Oh, it’s gotta be Ellen Page (Juno, Umbrella Academy). When the movie Juno came out I was in high school and everyone started calling me Juno. I guess it’s kind of a physical resemblance, but it also seems to go into talking and mannerisms. We definitely want to do a project with her.

What do you wish you had more time to do?
Ooh. More time to travel and more time petting my cat. If only my cat could travel.

Do you talk to yourself?
Yeah, sometimes. I think we all do. I think sometimes when someone else doesn’t show up for you, you gotta show up for yourself.

What inspires you to be creative?
The person who inspires me most is my mom. She has fundamentally shaped my character and has fueled my intrinsic motivation in life. Her enthusiasm for my creative talent led to the exercise of my entrepreneurial spirit, the result of which is continuously unfolding before me.

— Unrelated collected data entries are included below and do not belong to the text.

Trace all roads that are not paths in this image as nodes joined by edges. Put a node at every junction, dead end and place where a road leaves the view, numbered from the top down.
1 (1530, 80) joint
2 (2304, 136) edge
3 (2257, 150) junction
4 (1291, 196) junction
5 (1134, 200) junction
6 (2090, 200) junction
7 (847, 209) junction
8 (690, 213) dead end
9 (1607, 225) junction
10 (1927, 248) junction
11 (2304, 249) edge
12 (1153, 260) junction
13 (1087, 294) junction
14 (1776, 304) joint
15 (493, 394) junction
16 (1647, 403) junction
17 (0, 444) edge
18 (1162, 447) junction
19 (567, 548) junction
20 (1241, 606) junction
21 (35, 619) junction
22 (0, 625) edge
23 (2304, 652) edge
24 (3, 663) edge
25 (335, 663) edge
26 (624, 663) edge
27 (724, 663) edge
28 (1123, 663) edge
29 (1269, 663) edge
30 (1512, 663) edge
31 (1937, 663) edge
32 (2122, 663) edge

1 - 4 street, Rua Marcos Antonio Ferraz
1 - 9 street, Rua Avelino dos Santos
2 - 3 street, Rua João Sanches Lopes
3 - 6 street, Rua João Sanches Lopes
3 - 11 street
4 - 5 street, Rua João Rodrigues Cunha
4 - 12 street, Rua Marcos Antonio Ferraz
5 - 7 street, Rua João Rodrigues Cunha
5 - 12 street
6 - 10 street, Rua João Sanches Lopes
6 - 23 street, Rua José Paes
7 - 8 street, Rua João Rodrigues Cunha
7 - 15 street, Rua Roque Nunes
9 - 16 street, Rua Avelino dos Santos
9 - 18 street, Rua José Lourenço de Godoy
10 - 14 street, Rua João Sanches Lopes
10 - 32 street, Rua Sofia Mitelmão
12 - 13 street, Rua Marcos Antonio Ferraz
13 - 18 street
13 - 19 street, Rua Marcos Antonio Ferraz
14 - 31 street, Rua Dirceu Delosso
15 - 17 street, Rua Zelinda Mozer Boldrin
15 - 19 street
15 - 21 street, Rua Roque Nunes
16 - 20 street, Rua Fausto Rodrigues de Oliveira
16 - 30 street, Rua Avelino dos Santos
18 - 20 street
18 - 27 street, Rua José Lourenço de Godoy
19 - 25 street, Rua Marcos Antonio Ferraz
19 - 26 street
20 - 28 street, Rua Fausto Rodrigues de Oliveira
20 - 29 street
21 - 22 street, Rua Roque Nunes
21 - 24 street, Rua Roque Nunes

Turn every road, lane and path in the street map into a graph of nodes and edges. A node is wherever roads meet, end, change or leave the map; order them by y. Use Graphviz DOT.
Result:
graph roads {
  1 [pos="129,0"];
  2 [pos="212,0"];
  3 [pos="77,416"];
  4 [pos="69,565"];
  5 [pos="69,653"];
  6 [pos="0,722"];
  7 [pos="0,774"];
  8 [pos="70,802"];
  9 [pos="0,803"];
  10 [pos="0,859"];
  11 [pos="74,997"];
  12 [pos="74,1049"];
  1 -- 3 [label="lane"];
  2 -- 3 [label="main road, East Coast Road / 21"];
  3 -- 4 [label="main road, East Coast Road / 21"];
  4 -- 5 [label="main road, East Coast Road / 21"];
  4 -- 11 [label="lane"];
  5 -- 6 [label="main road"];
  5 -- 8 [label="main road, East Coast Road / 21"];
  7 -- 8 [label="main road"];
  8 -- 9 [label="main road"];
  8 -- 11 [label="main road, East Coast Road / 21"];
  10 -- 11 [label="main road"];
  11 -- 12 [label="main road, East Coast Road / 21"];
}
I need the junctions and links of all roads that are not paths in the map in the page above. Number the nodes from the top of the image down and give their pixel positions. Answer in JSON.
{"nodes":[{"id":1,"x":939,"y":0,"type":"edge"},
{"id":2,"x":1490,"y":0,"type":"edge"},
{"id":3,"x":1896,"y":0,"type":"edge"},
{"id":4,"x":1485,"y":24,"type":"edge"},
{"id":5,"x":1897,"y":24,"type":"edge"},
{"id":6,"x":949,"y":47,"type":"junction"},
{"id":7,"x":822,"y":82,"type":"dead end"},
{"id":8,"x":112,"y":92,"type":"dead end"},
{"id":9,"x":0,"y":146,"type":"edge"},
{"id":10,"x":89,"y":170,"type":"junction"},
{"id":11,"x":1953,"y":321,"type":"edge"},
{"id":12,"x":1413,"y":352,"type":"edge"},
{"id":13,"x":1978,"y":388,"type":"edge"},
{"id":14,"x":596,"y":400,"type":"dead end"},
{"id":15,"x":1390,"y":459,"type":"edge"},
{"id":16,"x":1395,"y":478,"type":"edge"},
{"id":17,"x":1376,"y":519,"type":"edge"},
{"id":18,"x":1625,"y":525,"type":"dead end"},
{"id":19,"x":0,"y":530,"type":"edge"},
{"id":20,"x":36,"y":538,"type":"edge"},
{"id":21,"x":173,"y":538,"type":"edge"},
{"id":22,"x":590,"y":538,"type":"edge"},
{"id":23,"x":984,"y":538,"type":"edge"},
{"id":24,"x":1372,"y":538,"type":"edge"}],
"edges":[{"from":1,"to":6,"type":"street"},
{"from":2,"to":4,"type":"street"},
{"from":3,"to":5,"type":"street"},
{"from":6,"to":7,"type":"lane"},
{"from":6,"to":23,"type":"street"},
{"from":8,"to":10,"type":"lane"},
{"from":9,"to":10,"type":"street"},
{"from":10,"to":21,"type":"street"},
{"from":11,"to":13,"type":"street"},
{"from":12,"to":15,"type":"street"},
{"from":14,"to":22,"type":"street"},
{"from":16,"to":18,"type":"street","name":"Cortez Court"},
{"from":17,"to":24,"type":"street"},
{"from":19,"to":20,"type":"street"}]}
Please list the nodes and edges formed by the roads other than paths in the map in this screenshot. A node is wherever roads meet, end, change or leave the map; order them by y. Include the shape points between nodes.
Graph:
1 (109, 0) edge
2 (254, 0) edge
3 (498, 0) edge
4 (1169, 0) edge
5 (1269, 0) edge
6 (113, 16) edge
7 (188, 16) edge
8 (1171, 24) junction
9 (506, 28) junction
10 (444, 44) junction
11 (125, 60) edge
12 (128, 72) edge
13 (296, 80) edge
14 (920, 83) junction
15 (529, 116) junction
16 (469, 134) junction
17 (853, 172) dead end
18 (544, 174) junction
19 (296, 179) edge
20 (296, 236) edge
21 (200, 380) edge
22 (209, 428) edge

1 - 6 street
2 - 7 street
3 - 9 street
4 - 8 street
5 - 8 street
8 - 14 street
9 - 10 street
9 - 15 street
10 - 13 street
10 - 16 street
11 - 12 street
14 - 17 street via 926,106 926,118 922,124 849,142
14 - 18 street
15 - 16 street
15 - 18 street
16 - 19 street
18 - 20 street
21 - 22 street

Growing up, I watched my mom work by day and study by night. She was an immigrant single mother with two children, and yet I can’t remember a dull holiday or birthday. My brother and I had numerous extra curriculars. We liked sports a lot and we travelled often to Poland to spend time with our family overseas. This super mom had enough time to do all those things for me, and I believe she is the hardest working person I know.

Now as an adult I can see how these experiences propelled me forward. My mom’s dedication to her work and her family, along with her continuing desire for education, inspires my ambitions and fuels my creativity. Seeing her do all those things instilled in me a knowing that I too am capable of so much.